Go through the records below line by line and report how many lines include "paths", giving the number only.
++++ Supplied data ++++
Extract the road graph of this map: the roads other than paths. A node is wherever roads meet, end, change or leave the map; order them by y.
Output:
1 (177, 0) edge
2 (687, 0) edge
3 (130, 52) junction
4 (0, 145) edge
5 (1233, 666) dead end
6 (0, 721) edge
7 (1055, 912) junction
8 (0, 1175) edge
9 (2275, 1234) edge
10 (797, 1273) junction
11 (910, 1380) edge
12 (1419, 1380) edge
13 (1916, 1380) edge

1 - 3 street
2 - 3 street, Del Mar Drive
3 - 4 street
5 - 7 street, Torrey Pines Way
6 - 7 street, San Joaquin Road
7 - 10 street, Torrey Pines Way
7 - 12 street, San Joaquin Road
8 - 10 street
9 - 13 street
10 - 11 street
++++
++++ Supplied data ++++
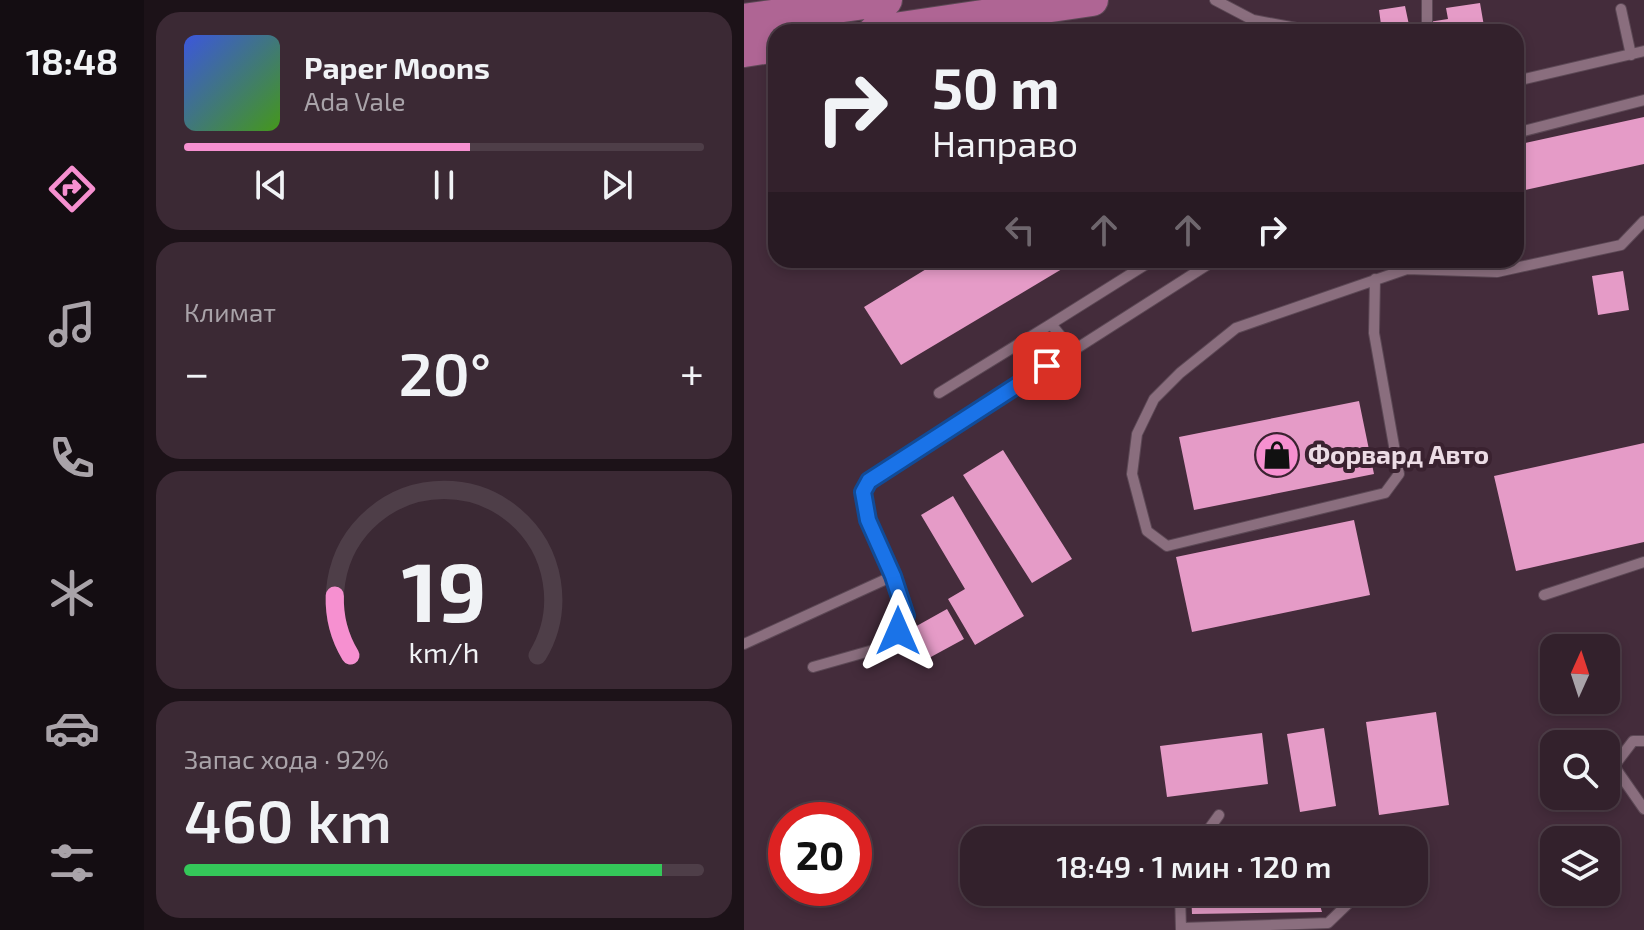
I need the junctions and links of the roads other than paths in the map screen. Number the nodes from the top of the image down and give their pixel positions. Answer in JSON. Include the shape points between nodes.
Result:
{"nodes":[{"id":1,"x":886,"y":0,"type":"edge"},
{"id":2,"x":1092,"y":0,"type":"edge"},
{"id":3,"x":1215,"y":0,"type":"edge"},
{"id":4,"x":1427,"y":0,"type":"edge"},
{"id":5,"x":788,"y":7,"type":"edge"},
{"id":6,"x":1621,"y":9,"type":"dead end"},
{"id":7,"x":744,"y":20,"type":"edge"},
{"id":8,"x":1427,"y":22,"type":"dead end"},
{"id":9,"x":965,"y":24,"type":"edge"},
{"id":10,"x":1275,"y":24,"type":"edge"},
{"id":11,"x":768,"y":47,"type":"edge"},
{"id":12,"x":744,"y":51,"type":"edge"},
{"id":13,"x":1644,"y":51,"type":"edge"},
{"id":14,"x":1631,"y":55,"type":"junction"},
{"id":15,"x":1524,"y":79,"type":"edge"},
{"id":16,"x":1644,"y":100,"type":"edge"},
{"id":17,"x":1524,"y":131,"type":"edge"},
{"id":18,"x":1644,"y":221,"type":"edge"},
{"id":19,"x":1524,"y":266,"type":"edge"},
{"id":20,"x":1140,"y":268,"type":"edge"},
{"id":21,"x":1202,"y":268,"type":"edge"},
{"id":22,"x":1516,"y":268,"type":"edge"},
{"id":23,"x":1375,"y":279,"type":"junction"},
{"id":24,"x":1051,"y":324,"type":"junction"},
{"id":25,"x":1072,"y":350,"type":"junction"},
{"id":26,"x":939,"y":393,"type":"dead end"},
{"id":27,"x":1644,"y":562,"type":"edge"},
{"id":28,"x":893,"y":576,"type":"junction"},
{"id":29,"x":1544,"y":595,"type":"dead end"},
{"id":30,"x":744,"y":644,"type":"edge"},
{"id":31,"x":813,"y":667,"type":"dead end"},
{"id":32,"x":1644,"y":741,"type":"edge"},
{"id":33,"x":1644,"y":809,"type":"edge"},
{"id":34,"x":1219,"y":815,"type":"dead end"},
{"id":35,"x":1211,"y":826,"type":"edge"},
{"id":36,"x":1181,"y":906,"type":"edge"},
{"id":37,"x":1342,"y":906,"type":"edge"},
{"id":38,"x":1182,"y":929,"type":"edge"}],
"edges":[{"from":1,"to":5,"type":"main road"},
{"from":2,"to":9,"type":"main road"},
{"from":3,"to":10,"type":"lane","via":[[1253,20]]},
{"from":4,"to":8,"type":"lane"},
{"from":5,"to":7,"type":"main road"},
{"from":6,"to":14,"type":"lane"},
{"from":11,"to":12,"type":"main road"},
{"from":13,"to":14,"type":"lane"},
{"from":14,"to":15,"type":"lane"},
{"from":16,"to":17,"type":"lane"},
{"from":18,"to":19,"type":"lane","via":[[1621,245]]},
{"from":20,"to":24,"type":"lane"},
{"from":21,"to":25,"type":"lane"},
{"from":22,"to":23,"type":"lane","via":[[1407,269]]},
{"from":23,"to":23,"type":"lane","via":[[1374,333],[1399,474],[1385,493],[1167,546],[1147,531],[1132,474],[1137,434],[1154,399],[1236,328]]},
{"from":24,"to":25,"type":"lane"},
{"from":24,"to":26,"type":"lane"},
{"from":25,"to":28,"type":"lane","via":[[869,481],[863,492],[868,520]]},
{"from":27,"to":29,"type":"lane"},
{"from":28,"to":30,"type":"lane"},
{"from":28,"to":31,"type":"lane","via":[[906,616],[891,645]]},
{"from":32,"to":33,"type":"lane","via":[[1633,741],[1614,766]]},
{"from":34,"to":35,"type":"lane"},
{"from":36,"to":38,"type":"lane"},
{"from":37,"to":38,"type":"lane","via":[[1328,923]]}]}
++++
> [Exercise response]:
2